Lesson 1. Activity Data Structures


Practice Working With Data Structures in Python - Earth analytics bootcamp course module

Welcome to the first lesson in the Practice Working With Data Structures in Python module. This tutorial provides an opportunity to practice working with commonly used Python data structures for scientific data: lists, numpy arrays, and pandas dataframes.

Hands-on Practice With Data Structures

This hands-on activity provides you an opportunity to practice working with the data structures used in this course: lists, numpy arrays and pandas dataframes. You will also practice submitting pull requests to Github repositories.

While this activity will not be formally graded, you can earn participation points for submitting your completed Jupyter Notebook for this activity.

What You Need

Be sure that you have completed all of the lessons from Days 1-5 for the Earth Analytics Bootcamp.

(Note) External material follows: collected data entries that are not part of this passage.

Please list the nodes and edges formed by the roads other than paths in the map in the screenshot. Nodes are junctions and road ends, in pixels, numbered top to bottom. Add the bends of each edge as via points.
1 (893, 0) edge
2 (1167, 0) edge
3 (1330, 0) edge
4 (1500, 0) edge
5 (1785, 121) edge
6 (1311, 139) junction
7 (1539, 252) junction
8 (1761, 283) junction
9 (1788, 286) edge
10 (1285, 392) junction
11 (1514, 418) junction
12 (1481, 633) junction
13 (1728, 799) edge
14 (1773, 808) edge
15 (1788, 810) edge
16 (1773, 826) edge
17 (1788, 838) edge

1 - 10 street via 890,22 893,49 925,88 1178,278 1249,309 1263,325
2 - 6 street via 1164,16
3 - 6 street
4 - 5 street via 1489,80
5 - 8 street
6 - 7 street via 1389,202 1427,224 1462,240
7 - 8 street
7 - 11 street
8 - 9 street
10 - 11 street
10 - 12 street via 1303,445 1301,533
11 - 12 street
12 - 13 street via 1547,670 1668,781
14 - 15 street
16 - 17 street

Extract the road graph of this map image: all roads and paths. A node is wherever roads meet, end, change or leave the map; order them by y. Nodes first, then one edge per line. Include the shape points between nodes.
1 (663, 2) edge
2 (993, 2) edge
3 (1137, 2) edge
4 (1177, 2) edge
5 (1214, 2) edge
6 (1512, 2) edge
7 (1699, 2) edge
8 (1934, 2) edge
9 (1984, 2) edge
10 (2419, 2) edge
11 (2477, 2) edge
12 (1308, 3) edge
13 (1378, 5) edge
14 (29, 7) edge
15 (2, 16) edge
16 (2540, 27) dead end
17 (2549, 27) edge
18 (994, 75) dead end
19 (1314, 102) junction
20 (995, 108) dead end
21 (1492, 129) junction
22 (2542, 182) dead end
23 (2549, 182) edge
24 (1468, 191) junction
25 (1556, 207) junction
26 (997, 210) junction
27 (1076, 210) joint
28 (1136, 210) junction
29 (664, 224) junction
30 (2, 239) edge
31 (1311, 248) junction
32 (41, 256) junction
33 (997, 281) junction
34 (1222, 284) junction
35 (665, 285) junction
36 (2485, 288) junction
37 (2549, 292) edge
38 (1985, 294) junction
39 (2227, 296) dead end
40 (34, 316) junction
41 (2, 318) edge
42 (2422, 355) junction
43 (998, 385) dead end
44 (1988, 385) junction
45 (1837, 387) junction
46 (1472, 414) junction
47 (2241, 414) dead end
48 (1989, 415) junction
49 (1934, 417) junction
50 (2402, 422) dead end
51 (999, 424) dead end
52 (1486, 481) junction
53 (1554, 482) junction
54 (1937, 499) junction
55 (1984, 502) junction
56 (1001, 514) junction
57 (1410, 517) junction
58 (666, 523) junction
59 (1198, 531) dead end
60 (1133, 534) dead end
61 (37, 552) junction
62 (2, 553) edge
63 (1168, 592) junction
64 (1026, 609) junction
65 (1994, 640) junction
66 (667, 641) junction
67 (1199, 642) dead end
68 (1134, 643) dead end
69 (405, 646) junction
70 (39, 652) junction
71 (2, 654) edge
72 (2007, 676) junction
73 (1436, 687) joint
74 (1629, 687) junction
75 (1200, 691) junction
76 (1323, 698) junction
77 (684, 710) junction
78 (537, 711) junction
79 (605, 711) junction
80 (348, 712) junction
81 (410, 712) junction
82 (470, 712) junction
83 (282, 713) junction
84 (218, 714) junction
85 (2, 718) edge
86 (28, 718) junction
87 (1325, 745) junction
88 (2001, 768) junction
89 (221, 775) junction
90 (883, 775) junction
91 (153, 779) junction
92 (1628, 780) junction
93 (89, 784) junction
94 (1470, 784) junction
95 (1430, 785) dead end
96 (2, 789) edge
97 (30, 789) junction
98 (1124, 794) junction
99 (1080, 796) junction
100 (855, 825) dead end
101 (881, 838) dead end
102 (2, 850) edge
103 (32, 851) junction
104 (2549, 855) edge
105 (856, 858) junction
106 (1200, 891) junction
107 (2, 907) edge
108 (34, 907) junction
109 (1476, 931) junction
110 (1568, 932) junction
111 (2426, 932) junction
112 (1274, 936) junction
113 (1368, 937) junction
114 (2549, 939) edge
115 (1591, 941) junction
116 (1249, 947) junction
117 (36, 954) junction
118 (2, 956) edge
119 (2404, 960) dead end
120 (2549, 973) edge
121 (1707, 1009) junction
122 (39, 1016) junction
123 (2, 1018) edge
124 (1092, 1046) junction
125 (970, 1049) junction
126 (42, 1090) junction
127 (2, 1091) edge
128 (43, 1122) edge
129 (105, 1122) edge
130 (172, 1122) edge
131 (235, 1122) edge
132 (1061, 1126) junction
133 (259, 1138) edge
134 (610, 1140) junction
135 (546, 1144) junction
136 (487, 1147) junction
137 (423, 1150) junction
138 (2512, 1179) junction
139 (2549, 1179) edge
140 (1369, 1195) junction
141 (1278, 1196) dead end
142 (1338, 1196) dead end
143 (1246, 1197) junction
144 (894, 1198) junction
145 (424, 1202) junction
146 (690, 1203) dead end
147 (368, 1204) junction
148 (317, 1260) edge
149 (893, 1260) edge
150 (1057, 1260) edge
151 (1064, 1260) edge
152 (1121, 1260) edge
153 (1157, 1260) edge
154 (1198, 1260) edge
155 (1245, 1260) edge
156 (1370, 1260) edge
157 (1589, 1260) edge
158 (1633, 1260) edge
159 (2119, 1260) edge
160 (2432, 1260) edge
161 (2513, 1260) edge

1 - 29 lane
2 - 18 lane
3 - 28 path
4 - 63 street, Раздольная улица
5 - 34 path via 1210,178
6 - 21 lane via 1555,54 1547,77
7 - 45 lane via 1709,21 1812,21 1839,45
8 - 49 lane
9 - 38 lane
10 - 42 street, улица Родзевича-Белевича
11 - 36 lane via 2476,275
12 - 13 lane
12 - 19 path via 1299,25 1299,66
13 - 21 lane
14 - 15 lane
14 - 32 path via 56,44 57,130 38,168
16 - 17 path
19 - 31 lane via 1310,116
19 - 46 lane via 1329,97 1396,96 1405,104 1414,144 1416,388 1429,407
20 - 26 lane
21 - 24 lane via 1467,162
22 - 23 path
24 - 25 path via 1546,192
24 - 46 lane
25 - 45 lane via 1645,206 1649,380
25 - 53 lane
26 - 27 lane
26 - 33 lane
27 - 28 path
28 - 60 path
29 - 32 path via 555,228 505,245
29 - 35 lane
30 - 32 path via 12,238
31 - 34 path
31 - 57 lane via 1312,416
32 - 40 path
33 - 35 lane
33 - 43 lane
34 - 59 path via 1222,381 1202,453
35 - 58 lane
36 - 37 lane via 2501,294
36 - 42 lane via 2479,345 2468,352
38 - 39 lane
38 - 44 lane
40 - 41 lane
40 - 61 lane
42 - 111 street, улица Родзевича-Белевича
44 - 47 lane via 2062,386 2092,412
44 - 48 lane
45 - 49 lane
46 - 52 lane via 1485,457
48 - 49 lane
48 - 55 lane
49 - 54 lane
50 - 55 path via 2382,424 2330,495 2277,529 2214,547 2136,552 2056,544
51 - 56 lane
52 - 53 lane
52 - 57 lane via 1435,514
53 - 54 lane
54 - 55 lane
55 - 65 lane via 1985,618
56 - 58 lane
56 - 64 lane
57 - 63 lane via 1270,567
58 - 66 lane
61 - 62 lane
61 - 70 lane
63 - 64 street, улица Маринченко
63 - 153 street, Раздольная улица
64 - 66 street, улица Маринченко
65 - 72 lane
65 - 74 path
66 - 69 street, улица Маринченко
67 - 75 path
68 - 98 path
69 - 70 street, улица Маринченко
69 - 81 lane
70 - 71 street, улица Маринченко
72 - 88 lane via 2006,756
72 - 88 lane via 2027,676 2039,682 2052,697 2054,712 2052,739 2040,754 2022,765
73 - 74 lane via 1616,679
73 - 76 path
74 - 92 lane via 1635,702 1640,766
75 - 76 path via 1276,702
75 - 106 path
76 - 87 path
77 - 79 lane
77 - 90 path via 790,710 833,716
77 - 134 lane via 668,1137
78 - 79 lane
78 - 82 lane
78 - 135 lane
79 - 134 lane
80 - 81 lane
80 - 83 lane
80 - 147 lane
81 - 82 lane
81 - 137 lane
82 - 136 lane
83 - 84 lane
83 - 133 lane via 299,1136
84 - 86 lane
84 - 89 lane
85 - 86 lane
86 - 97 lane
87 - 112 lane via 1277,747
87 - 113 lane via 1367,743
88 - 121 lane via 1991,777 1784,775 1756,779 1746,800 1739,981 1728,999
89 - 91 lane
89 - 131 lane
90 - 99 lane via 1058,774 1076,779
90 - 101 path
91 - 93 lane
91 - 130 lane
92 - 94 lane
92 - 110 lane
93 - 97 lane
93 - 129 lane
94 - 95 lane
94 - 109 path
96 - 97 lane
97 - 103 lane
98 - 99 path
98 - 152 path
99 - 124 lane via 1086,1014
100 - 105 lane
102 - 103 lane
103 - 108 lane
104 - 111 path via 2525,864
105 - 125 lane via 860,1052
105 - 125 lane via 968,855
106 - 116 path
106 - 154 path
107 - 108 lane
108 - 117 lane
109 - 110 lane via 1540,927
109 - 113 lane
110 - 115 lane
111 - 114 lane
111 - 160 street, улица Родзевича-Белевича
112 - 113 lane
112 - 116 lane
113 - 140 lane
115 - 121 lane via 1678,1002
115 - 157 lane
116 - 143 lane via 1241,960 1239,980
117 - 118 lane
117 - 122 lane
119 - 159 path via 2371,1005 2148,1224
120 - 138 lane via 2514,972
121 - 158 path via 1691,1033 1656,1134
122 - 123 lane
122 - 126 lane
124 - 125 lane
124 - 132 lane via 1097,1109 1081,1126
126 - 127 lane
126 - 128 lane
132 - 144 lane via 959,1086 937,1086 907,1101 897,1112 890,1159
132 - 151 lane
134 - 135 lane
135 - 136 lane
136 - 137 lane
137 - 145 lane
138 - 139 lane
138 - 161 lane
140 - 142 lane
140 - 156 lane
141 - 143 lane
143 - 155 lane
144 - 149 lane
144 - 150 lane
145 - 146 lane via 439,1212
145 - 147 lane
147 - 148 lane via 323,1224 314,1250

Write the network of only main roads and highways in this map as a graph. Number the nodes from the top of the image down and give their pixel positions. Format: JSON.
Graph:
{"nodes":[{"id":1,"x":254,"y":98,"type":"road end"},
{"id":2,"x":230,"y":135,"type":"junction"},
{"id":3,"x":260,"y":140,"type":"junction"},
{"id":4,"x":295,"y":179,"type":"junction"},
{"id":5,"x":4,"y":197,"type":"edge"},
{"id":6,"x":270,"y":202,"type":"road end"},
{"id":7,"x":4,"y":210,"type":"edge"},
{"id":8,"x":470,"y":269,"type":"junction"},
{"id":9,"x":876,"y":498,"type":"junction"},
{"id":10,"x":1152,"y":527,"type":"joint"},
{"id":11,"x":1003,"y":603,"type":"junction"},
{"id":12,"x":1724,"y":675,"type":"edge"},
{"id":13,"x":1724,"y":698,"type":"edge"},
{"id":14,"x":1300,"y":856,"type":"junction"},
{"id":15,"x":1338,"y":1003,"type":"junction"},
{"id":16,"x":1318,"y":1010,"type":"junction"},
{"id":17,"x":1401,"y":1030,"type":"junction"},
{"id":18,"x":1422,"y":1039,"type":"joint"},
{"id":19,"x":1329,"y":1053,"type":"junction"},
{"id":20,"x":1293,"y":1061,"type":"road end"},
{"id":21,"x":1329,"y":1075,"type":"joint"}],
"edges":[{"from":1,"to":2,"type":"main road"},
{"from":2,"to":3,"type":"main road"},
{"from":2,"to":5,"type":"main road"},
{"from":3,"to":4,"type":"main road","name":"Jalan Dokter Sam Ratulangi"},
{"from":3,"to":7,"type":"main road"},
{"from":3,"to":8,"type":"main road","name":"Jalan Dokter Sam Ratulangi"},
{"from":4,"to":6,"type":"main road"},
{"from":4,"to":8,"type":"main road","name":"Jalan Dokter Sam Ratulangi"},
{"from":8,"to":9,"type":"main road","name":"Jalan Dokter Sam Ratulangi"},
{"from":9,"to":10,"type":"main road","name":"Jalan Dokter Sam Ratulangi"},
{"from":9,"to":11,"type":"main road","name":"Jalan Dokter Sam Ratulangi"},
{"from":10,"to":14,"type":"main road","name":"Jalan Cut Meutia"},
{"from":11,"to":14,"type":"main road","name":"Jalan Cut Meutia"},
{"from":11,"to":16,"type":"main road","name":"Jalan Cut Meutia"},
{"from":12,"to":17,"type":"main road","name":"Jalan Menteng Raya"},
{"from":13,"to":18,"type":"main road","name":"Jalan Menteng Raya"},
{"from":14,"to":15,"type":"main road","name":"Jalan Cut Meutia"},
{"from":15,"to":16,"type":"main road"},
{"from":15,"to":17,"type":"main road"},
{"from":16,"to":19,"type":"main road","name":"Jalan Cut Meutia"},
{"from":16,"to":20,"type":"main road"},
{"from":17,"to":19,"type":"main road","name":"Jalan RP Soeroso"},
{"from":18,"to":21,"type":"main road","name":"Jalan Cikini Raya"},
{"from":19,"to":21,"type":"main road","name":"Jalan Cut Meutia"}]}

Completing the challenges at the end of the lessons will also help you with this assignment.

You will need to fork and clone a Github repository for this activity:

https://github.com/earthlab-education/ea-bootcamp-practice-data-structures

Part I: Create and Modify a Jupyter Notebook

Begin by creating a new Jupyter Notebook in your forked repository (ea-bootcamp-practice-data-structures).

Rename the file to firstinitial-lastname-practice-data-structures.ipynb (e.g. jpalomino-practice-data-structures.ipynb).

Note that Git will recognize this new Jupyter Notebook as a new file that can be added, committed, and pushed back to your forked repository on Github.com.

Practice Documentation

Add a Markdown cell before each code cell you create to describe the purpose of your code (e.g. what are you accomplishing by executing this code?).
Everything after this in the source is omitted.